The early 1970s was when the gay rights movement began to emerge worldwide (after the 1969 Stonewall Inn riots) and various organizations reclaimed the pink triangle as an empowering symbol. It also serves as a reminder to remember the past – and to recognize the persecution GLBTQ+ people continue to suffer around the world.
The Lambda Flag:
The Greek letter, lambda, was first chosen as a gay symbol when, in 1970, for the first anniversary of the Stonewall Inn Riots (SIR), it was adopted by New York City’s local chapter of Gay Activist Alliance as the emblem of their growing movement of gay liberation. Some identified the Greek letter with the representation of the word “liberation.”
In 1974, lambda was subsequently adopted by the International Gay Rights Congress meeting in Edinburgh, Scotland, UK, as their official symbol designating gay, bisexual and lesbian civil rights. Following this selection, lambda became internationally popular and recognized as representing the growing movement for civil rights for all people, regardless of their gender or sexual orientation.
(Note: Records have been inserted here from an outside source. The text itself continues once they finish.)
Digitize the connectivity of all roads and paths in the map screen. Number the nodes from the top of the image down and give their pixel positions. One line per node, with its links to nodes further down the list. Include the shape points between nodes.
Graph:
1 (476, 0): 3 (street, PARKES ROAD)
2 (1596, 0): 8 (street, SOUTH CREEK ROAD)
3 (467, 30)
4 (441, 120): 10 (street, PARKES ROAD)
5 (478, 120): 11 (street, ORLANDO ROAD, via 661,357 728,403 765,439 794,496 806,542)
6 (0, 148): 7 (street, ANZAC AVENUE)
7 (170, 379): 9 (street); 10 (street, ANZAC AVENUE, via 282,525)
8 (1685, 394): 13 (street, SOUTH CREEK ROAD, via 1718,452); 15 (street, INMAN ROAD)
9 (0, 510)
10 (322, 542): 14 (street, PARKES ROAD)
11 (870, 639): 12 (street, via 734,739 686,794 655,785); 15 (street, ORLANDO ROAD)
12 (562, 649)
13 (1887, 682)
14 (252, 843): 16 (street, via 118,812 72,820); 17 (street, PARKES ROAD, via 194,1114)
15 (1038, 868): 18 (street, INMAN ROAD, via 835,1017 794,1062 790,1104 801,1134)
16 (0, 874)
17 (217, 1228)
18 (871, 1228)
Lambda was first designated in December, 1969, as representative of the new gay liberation movement by the graphic artist and one of the Gay Activist Alliance’s founding members, Tom Doerr. Doerr chose the letter because in chemistry it was a sign for catalyst. Others argue that lambda denoted the synergy of the growing gay movement: the idea of the whole being greater than the sum of all its parts.
Some view the lambda as being synonymous with males exclusively.
The Rainbow Flag:
First publicly raised on June 25, 1978, in San Francisco, California, USA, the flag flew over the United Nations Plaza in honour of then-gay pride at the 1978 San Francisco Gay Freedom Day Parade. The original flag consisted of eight coloured stripes and was designed by Gilbert Baker and hand-stitched and dyed with the help of friends and volunteers Lynn Segerblom, James McNamara, Glenne McElhinney, Joe Duran, and Paul Langlotz.
The eight-stripe original rainbow flag was soon revised to six stripes with pink (symbolizing “sex”) and turquoise (symbolizing “art and magic”) eliminated as the colours and dyes were unavailable in flag fabric. Baker conceived the flag would empower his “tribe” and a “rainbow of humanity” motif would represent the movement’s diversity.
The six stripes and what the colours represent:
The six stripes on the revised rainbow flag symbolize values held dear and not the various people comprising the community and culture.
The Progress Pride Flag:
The Progress Pride flag was developed by non-binary artist and designer Daniel Quasar in 2018. Based on Gilbert Baker’s 1978 Rainbow flag, Quasar’s redesign celebrates the diversity of the GLBTQ+ community and culture worldwide and encourages a more inclusive general society. The redesigned banner has increased the representation of discriminated minority identities covered by the GLBTQ+ umbrella.
Quasar’s creation placed black and brown stripes (emblems representing peoples of colour) and light blue, pink and white stripes (representing transgender, non-binary and intersex persons) in the shape of an arrow on the left of the Progress Pride flag. In Daniel Quasar’s words “…the arrow points to the right to show forward movement and illustrates that progress towards inclusivity still needs to be made.”
The black stripe has a double meaning as it is also intended for “those living with HIV/AIDS and the stigma and prejudice surrounding them and those who have died from the disease.”
The Progress Pride flag has been immediately an international success. On the evening of June 6, 2018, Quasar posted the design on social media and woke up the next morning to find that it had gone viral. It has been enthusiastically received by the GLBTQ+ community and culture all around the globe!